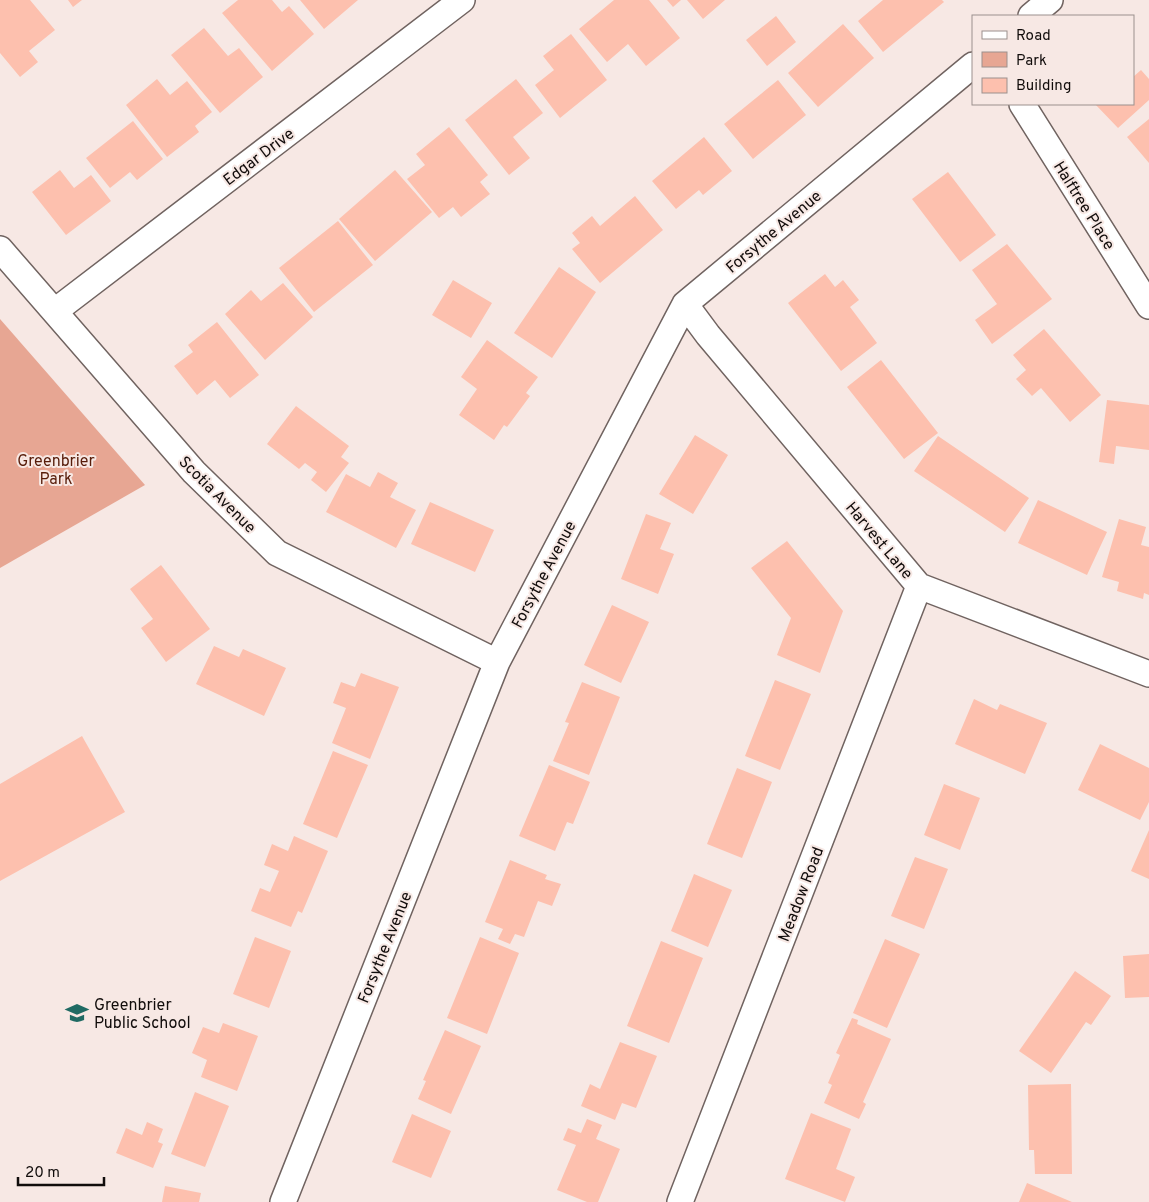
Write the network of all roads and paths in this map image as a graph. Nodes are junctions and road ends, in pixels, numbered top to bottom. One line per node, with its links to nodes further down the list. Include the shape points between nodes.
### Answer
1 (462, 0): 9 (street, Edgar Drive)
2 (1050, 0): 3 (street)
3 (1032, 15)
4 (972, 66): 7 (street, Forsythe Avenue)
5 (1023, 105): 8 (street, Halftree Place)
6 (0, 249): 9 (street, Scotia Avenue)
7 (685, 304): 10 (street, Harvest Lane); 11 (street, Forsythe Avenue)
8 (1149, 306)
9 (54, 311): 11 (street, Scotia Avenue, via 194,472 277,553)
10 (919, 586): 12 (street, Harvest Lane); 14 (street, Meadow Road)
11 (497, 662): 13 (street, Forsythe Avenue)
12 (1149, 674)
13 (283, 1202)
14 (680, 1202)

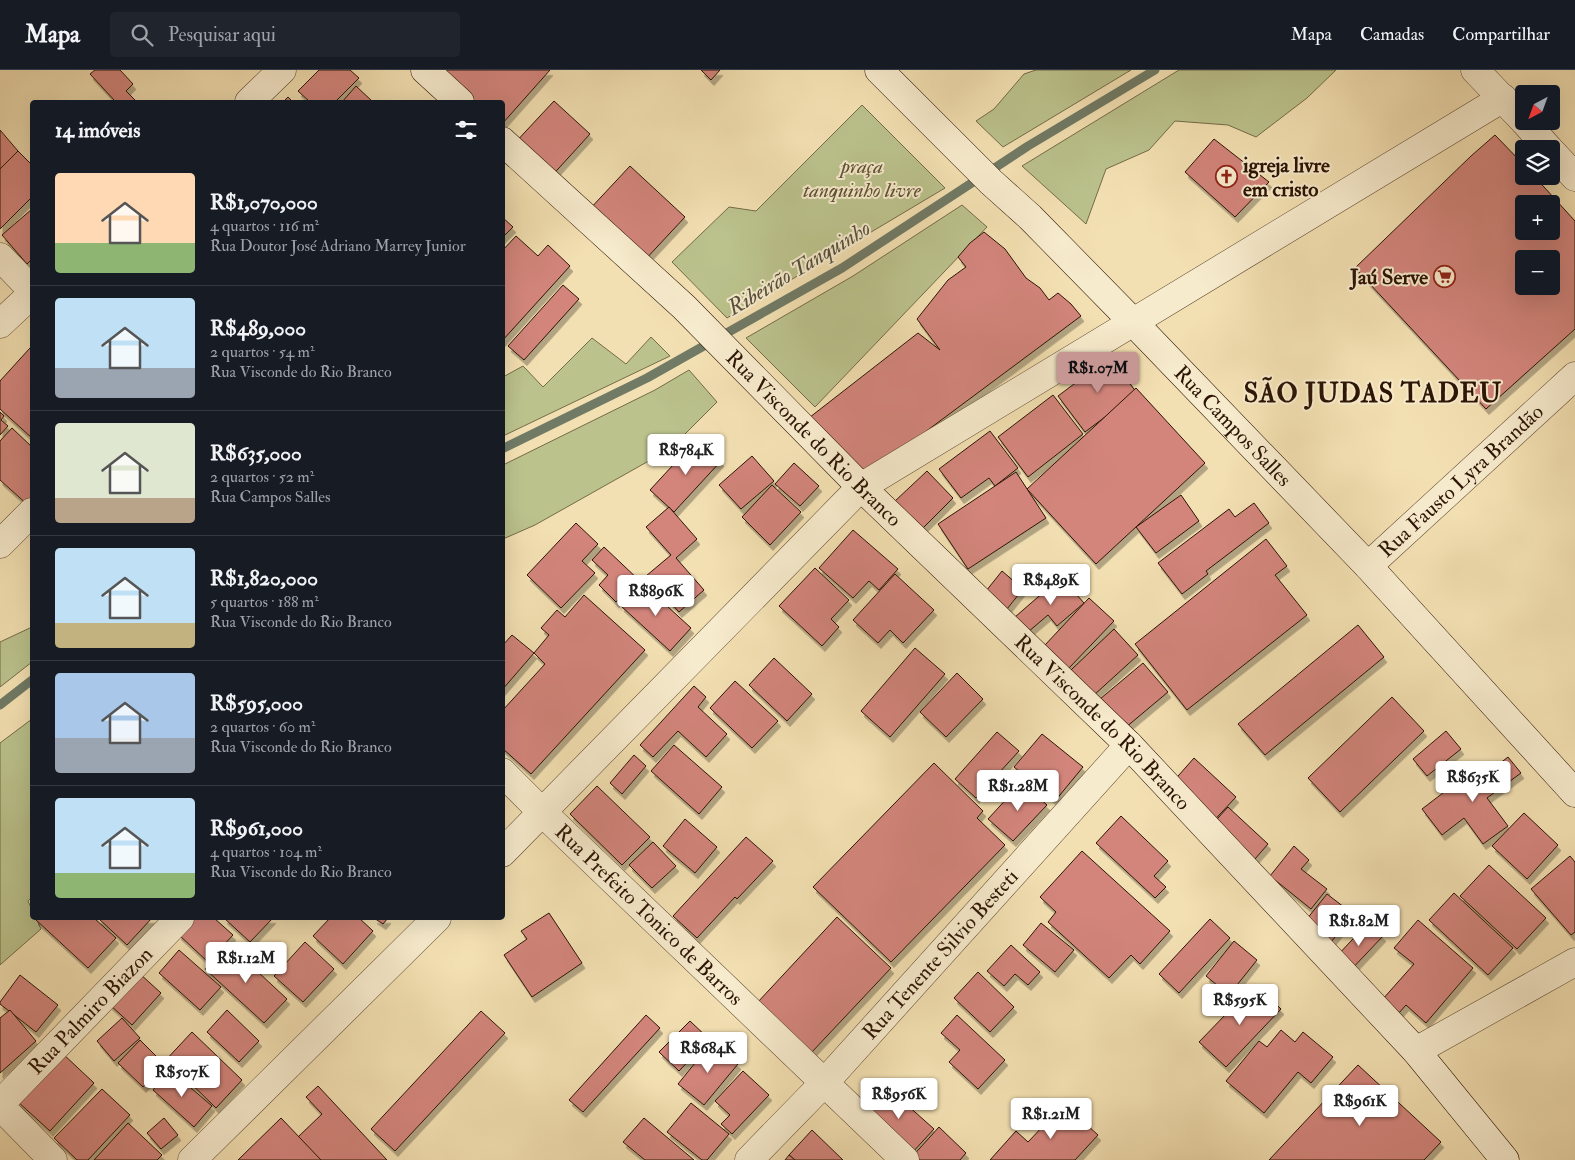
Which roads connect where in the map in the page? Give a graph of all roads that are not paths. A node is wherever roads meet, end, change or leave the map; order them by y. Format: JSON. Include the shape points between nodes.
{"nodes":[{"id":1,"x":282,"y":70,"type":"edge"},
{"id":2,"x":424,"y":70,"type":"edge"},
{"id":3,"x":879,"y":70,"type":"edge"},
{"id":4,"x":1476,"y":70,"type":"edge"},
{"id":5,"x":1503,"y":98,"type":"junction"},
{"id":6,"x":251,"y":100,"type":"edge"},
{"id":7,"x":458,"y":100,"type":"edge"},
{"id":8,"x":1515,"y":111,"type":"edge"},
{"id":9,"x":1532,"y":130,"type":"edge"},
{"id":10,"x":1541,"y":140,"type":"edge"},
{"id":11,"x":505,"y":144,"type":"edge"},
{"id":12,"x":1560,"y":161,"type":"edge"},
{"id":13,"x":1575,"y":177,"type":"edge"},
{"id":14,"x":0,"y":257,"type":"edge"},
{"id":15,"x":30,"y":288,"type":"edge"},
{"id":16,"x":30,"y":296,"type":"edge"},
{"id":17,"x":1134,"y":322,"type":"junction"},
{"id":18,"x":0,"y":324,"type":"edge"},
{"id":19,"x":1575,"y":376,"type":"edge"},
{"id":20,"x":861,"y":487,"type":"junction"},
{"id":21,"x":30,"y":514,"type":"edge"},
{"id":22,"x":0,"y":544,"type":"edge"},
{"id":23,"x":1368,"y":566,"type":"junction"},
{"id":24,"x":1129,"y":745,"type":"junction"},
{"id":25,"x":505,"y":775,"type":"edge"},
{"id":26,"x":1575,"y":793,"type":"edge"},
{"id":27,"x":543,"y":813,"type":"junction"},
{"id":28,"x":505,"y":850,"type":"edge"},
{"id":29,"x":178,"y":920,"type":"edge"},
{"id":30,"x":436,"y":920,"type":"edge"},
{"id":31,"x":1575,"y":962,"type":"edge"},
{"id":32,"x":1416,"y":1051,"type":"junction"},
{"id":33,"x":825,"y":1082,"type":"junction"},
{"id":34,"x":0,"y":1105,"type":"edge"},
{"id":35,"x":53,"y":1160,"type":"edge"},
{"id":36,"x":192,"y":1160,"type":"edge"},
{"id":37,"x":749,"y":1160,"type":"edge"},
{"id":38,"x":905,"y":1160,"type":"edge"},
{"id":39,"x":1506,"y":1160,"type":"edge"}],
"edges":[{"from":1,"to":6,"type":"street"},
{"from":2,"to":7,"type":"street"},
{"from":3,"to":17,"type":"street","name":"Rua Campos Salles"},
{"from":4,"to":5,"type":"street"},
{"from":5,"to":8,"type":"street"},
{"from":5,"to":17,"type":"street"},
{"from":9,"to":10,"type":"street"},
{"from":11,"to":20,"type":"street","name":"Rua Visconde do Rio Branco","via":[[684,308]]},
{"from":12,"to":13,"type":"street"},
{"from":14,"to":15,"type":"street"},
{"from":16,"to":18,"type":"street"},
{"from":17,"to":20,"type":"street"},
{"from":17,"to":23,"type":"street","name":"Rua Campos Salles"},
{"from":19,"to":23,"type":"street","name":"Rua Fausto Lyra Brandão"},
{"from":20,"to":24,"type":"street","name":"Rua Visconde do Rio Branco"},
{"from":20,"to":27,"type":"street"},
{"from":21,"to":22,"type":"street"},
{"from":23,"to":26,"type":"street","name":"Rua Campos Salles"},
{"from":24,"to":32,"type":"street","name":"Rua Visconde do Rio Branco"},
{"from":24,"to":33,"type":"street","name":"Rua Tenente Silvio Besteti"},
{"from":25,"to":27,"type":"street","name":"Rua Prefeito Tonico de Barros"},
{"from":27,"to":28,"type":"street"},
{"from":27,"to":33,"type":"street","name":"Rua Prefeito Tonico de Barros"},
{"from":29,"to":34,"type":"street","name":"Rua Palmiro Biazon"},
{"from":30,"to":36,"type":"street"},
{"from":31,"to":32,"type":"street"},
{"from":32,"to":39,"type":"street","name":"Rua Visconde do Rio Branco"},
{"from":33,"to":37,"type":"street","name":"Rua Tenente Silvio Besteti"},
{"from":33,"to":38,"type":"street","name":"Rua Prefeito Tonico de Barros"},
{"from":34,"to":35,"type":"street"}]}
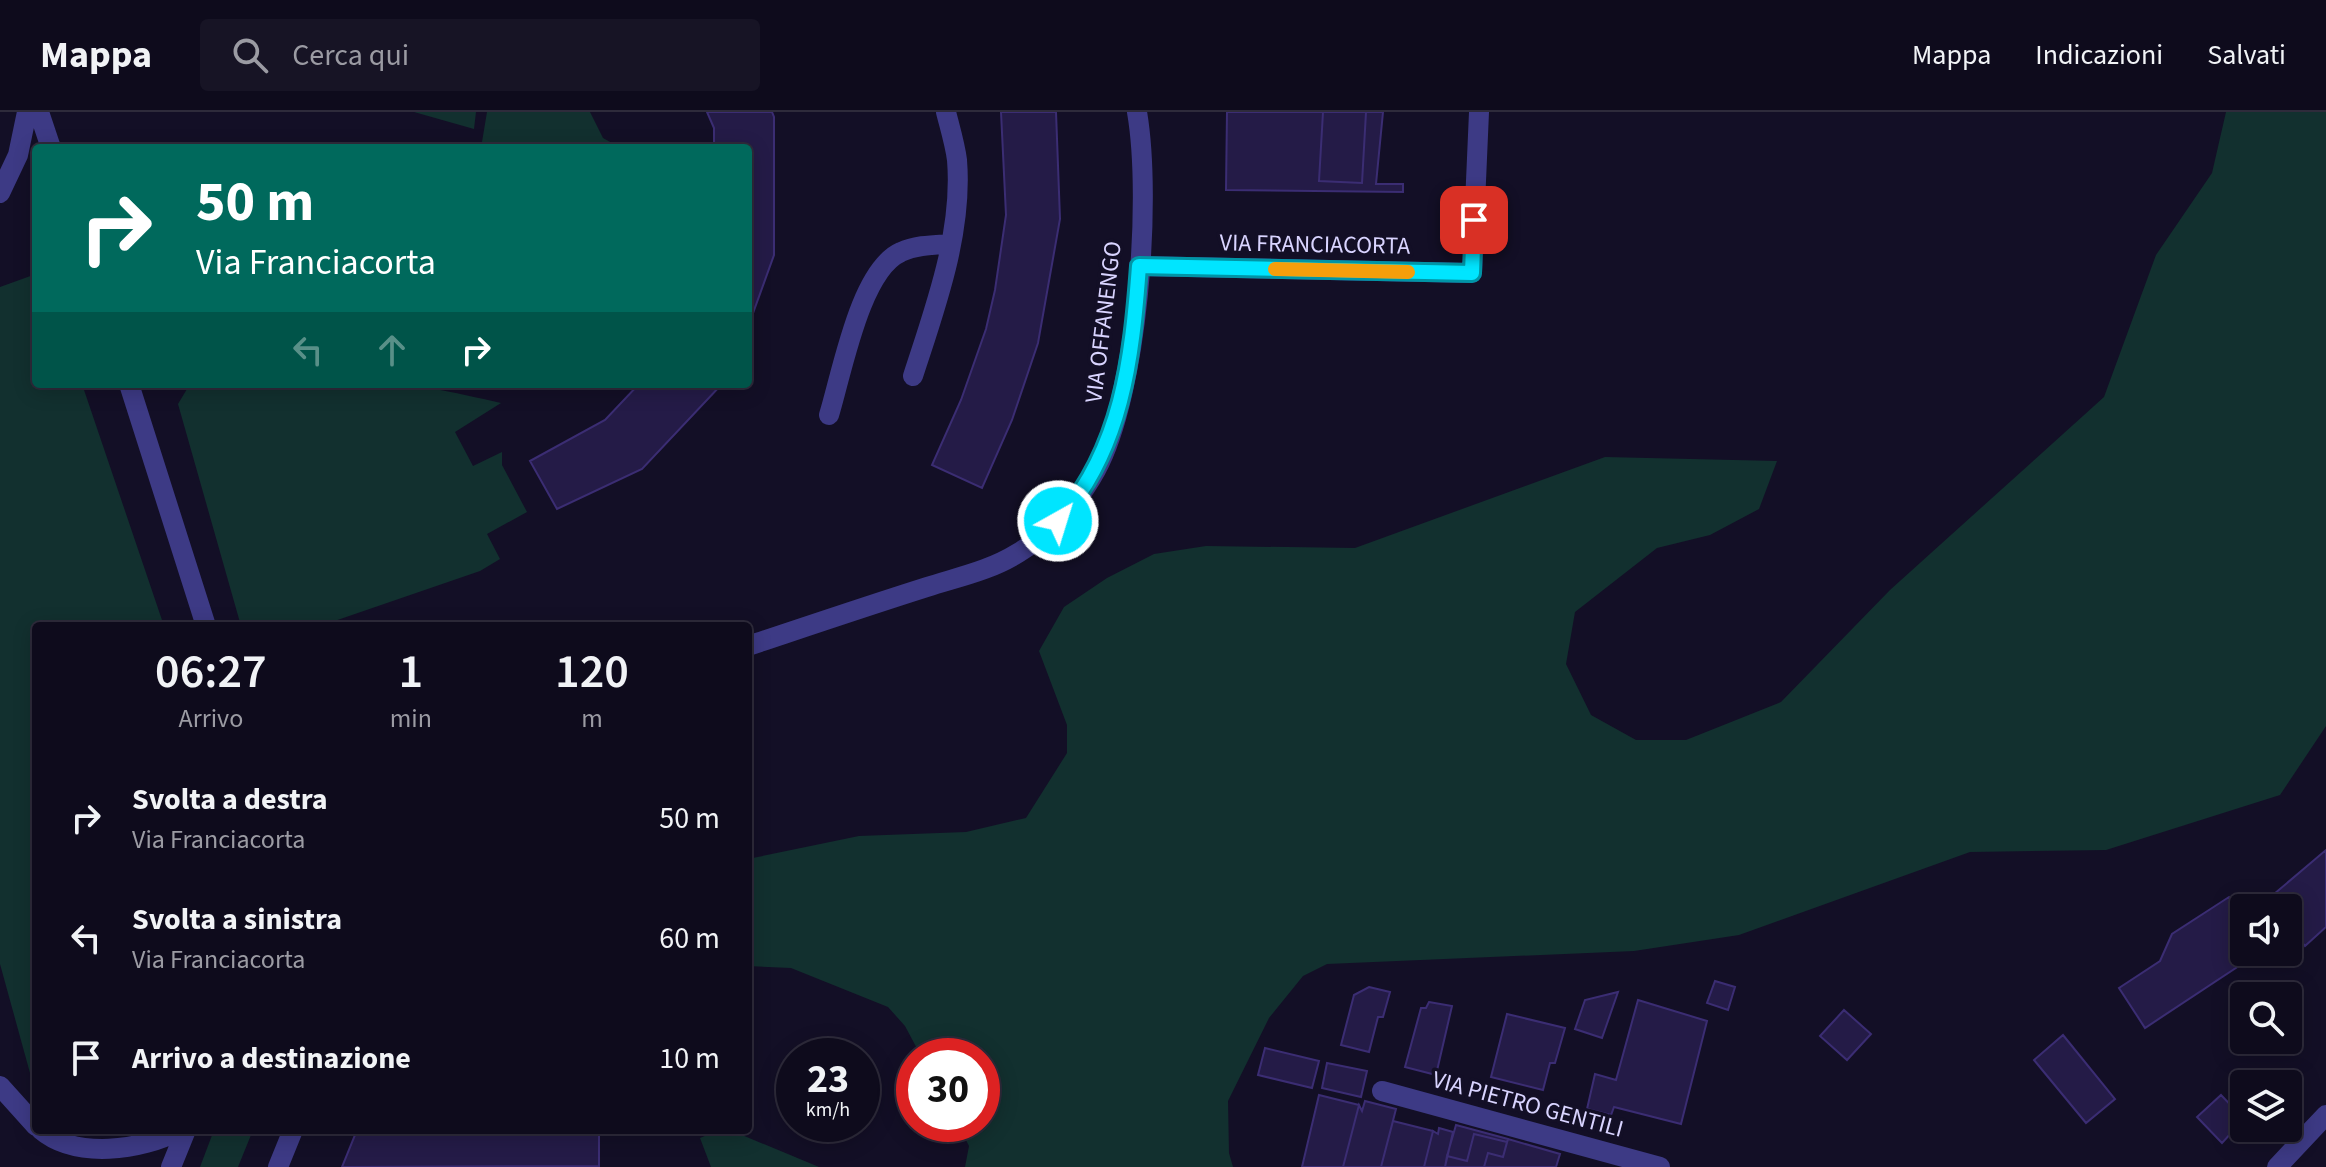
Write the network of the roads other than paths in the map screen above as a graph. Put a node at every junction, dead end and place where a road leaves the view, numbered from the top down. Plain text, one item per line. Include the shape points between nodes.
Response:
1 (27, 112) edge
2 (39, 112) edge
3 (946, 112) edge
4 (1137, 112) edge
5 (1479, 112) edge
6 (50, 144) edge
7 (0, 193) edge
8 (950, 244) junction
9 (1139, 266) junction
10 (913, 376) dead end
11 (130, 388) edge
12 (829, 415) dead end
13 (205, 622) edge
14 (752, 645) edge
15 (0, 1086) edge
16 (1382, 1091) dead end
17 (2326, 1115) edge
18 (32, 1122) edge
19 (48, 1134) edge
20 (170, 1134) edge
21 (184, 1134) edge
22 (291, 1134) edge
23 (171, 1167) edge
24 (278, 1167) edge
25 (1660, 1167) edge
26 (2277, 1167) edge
:::::
Please return all of the entries word for word, excluding the pictures.

Write the network of all roads and paths in this map image as a graph. Nodes are junctions and road ends, in pixels, numbered top to bottom. One line per node, with its links to nodes further down the list. Include the shape points between nodes.
### Answer
1 (462, 0): 9 (street, Edgar Drive)
2 (1050, 0): 3 (street)
3 (1032, 15)
4 (972, 66): 7 (street, Forsythe Avenue)
5 (1023, 105): 8 (street, Halftree Place)
6 (0, 249): 9 (street, Scotia Avenue)
7 (685, 304): 10 (street, Harvest Lane); 11 (street, Forsythe Avenue)
8 (1149, 306)
9 (54, 311): 11 (street, Scotia Avenue, via 194,472 277,553)
10 (919, 586): 12 (street, Harvest Lane); 14 (street, Meadow Road)
11 (497, 662): 13 (street, Forsythe Avenue)
12 (1149, 674)
13 (283, 1202)
14 (680, 1202)

Which roads connect where in the map in the page? Give a graph of all roads that are not paths. A node is wherever roads meet, end, change or leave the map; order them by y. Format: JSON. Include the shape points between nodes.
{"nodes":[{"id":1,"x":282,"y":70,"type":"edge"},
{"id":2,"x":424,"y":70,"type":"edge"},
{"id":3,"x":879,"y":70,"type":"edge"},
{"id":4,"x":1476,"y":70,"type":"edge"},
{"id":5,"x":1503,"y":98,"type":"junction"},
{"id":6,"x":251,"y":100,"type":"edge"},
{"id":7,"x":458,"y":100,"type":"edge"},
{"id":8,"x":1515,"y":111,"type":"edge"},
{"id":9,"x":1532,"y":130,"type":"edge"},
{"id":10,"x":1541,"y":140,"type":"edge"},
{"id":11,"x":505,"y":144,"type":"edge"},
{"id":12,"x":1560,"y":161,"type":"edge"},
{"id":13,"x":1575,"y":177,"type":"edge"},
{"id":14,"x":0,"y":257,"type":"edge"},
{"id":15,"x":30,"y":288,"type":"edge"},
{"id":16,"x":30,"y":296,"type":"edge"},
{"id":17,"x":1134,"y":322,"type":"junction"},
{"id":18,"x":0,"y":324,"type":"edge"},
{"id":19,"x":1575,"y":376,"type":"edge"},
{"id":20,"x":861,"y":487,"type":"junction"},
{"id":21,"x":30,"y":514,"type":"edge"},
{"id":22,"x":0,"y":544,"type":"edge"},
{"id":23,"x":1368,"y":566,"type":"junction"},
{"id":24,"x":1129,"y":745,"type":"junction"},
{"id":25,"x":505,"y":775,"type":"edge"},
{"id":26,"x":1575,"y":793,"type":"edge"},
{"id":27,"x":543,"y":813,"type":"junction"},
{"id":28,"x":505,"y":850,"type":"edge"},
{"id":29,"x":178,"y":920,"type":"edge"},
{"id":30,"x":436,"y":920,"type":"edge"},
{"id":31,"x":1575,"y":962,"type":"edge"},
{"id":32,"x":1416,"y":1051,"type":"junction"},
{"id":33,"x":825,"y":1082,"type":"junction"},
{"id":34,"x":0,"y":1105,"type":"edge"},
{"id":35,"x":53,"y":1160,"type":"edge"},
{"id":36,"x":192,"y":1160,"type":"edge"},
{"id":37,"x":749,"y":1160,"type":"edge"},
{"id":38,"x":905,"y":1160,"type":"edge"},
{"id":39,"x":1506,"y":1160,"type":"edge"}],
"edges":[{"from":1,"to":6,"type":"street"},
{"from":2,"to":7,"type":"street"},
{"from":3,"to":17,"type":"street","name":"Rua Campos Salles"},
{"from":4,"to":5,"type":"street"},
{"from":5,"to":8,"type":"street"},
{"from":5,"to":17,"type":"street"},
{"from":9,"to":10,"type":"street"},
{"from":11,"to":20,"type":"street","name":"Rua Visconde do Rio Branco","via":[[684,308]]},
{"from":12,"to":13,"type":"street"},
{"from":14,"to":15,"type":"street"},
{"from":16,"to":18,"type":"street"},
{"from":17,"to":20,"type":"street"},
{"from":17,"to":23,"type":"street","name":"Rua Campos Salles"},
{"from":19,"to":23,"type":"street","name":"Rua Fausto Lyra Brandão"},
{"from":20,"to":24,"type":"street","name":"Rua Visconde do Rio Branco"},
{"from":20,"to":27,"type":"street"},
{"from":21,"to":22,"type":"street"},
{"from":23,"to":26,"type":"street","name":"Rua Campos Salles"},
{"from":24,"to":32,"type":"street","name":"Rua Visconde do Rio Branco"},
{"from":24,"to":33,"type":"street","name":"Rua Tenente Silvio Besteti"},
{"from":25,"to":27,"type":"street","name":"Rua Prefeito Tonico de Barros"},
{"from":27,"to":28,"type":"street"},
{"from":27,"to":33,"type":"street","name":"Rua Prefeito Tonico de Barros"},
{"from":29,"to":34,"type":"street","name":"Rua Palmiro Biazon"},
{"from":30,"to":36,"type":"street"},
{"from":31,"to":32,"type":"street"},
{"from":32,"to":39,"type":"street","name":"Rua Visconde do Rio Branco"},
{"from":33,"to":37,"type":"street","name":"Rua Tenente Silvio Besteti"},
{"from":33,"to":38,"type":"street","name":"Rua Prefeito Tonico de Barros"},
{"from":34,"to":35,"type":"street"}]}
Write the network of the roads other than paths in the map screen above as a graph. Put a node at every junction, dead end and place where a road leaves the view, numbered from the top down. Plain text, one item per line. Include the shape points between nodes.
Response:
1 (27, 112) edge
2 (39, 112) edge
3 (946, 112) edge
4 (1137, 112) edge
5 (1479, 112) edge
6 (50, 144) edge
7 (0, 193) edge
8 (950, 244) junction
9 (1139, 266) junction
10 (913, 376) dead end
11 (130, 388) edge
12 (829, 415) dead end
13 (205, 622) edge
14 (752, 645) edge
15 (0, 1086) edge
16 (1382, 1091) dead end
17 (2326, 1115) edge
18 (32, 1122) edge
19 (48, 1134) edge
20 (170, 1134) edge
21 (184, 1134) edge
22 (291, 1134) edge
23 (171, 1167) edge
24 (278, 1167) edge
25 (1660, 1167) edge
26 (2277, 1167) edge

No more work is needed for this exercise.